US-CHAN-010 · Telegram Bot API adapter

Type: Feature | Points: 5

Description: As the Telegram adapter pod, I need to send via sendMessage and process inbound updates.

Acceptance Criteria:

  • Outbound payload { chat_id, text, parse_mode: "HTML", disable_web_page_preview: true }
  • Recipient resolution via chan.recipient_telegram_link
  • Per-bot 30/s and per-chat 1/s Redis token buckets
  • Inbound webhook /v1/webhooks/telegram/{secretPath} validated by secret-path
  • 401/403 marks link INVALID and excludes Telegram for that recipient

US-CHAN-011 · Viber Business adapter

Type: Feature | Points: 5

Description: As the Viber adapter pod, I need to send via chatapi.viber.com/pa/send_message and process events.

Acceptance Criteria:

  • Outbound payload with X-Viber-Auth-Token; events message/delivered/seen/failed correlated by message_token
  • Viber 429 → exponential back-off
  • chan.recipient_viber_link mapping
  • Webhook signature validation per Viber spec

US-CHAN-012 · OTT adapter health and circuit breaker

Type: Feature | Points: 3

Description: As channel router, I need to skip an OTT channel when its adapter is unhealthy.

Acceptance Criteria:

  • Per-adapter Hystrix breaker, 50-call window, 50 % error threshold
  • Open breaker for 60 s; dispatches return step_skipped with adapter_circuit_open
  • Half-open probe every 30 s
  • State exposed chan_adapter_circuit_state{adapter}
  • Manual override via POST /v1/admin/adapters/{adapter}/circuit

US-CHAN-013 · Per-OTT account onboarding & token storage

Type: Feature | Points: 5

Description: As tenant onboarding admin, I need to register OTT credentials securely.

Acceptance Criteria:

  • POST /v1/admin/tenants/{tenantId}/ott/{provider} encrypts with chan-ott-kek
  • Plaintext secrets never returned in GETs
  • Rotation via POST .../rotate; effective in ≤ 60 s on all pods via chan.ott_account.rotated.v1
  • Validation step on registration (no-op test call)
  • All admin actions emit audit.admin.action.v1

US-CHAN-014 · OTT delivery status mapping

Type: Feature | Points: 3

Description: As channel router, I need to normalise per-provider statuses into the canonical AdapterDispatchResult.status enum.

Acceptance Criteria:

  • Canonical statuses enumerated
  • Versioned chan.adapter_status_map table
  • Unmapped codes → failed_temp + metric chan_unknown_provider_status_total
  • Map updates loaded without deploy on chan.status_map.changed.v1

EP-CHAN-03 · Inbound MO Routing to Tenant Webhook

Context: Inbound MO from sms-firewall-service and smpp-connector routed to tenant webhooks with HMAC v2 signatures and at-least-once delivery.
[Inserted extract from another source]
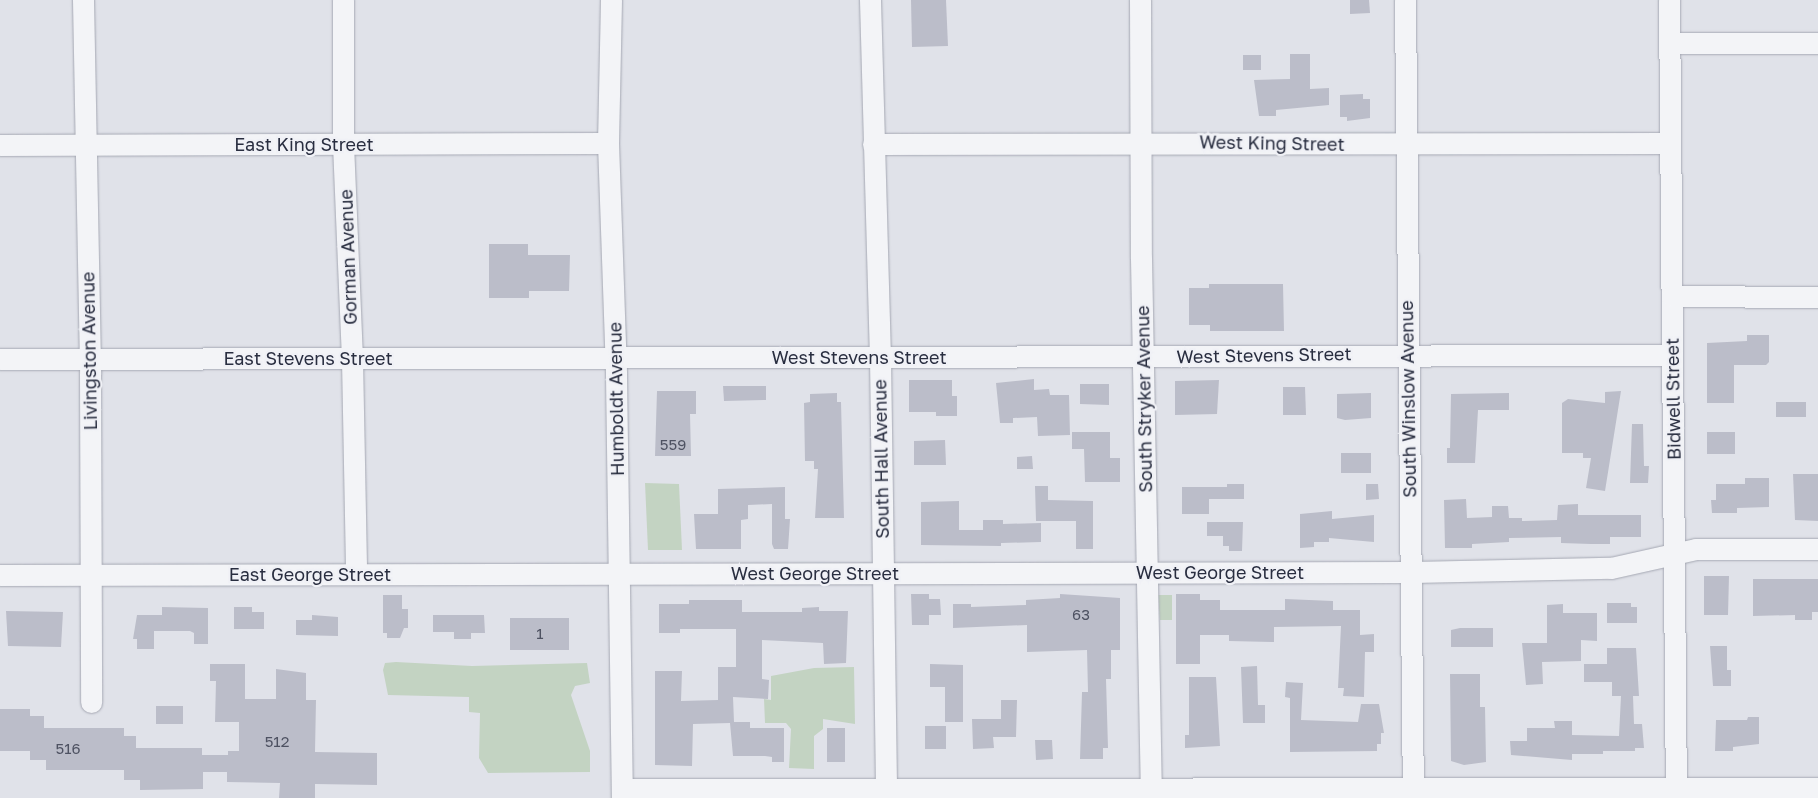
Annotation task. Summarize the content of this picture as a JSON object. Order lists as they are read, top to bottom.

US-CHAN-015 · Inbound MO ingest from firewall

Type: Feature | Points: 5

Description: As chan-mo-router, I need to consume mo.allowed.v1 from sms-firewall-service.

Acceptance Criteria:

  • Durable consumer chan-mo-router on mo.allowed.v1
  • Payload { messageId, originatorMsisdn, destinationMsisdn|shortCode, body, mno, receivedAt }
  • Tenant resolution: session-table first, static chan.tenant_inbound_routes second
  • No match → mo.unmatched.v1; no webhook
  • chan_mo_inbound_total{tenant,shortcode} metric

US-CHAN-016 · HMAC v2 signed webhook delivery

Type: Feature | Points: 5

Description: As tenant integrator, I need HMAC-signed webhook delivery so I can authenticate the platform.

Acceptance Criteria:

  • X-Ghasi-Signature: t={ts},v2={hex(HMAC_SHA256(secret, ts + "." + body))} header
  • Idempotency-Key: {messageId} header
  • Body schema includes messageId, tenantId, originatorMsisdn, destinationShortCode, body, mno, receivedAt, sessionId?
  • 2xx ACK; 4xx terminate; 5xx/timeout retry
  • Secret rotation with 24 h grace accepting both old and new

US-CHAN-017 · Tenant webhook retry & dead-letter

Type: Feature | Points: 5

Description: As channel router, I need to retry tenant webhooks on transient failures and dead-letter after 5 attempts.

Acceptance Criteria:

  • Schedule 1s, 5s, 30s, 5m, 1h with ±25 % jitter
  • Per-tenant concurrent webhook cap (default 50)
  • After 5 failures → mo.webhook.deadletter.v1 + portal alert via notification-service
  • Tenant re-deliver via POST /v1/admin/mo/redeliver/{messageId}
  • Health metrics: chan_tenant_webhook_5xx_total, chan_tenant_webhook_p95_latency_ms

US-CHAN-018 · Inbound number → tenant static mapping

Type: Feature | Points: 3

Description: As tenant admin, I need to map an inbound number to my webhook URL.

Acceptance Criteria:

  • PUT /v1/admin/tenants/{tenantId}/inbound/{numberOrShortCode} persists in chan.tenant_inbound_routes
  • Number uniqueness enforced platform-wide
  • Cross-checked against numbering-service lease state
  • Soft-delete with 24 h grace
  • Changes emit chan.inbound_route.changed.v1

EP-CHAN-04 · Conversational Session Manager

Context: Sticky correlation across (senderId, msisdn, tenantId) for two-way SMS conversations. Sessions persist 24 h sliding by default; STOP keyword closes with opt-out registration.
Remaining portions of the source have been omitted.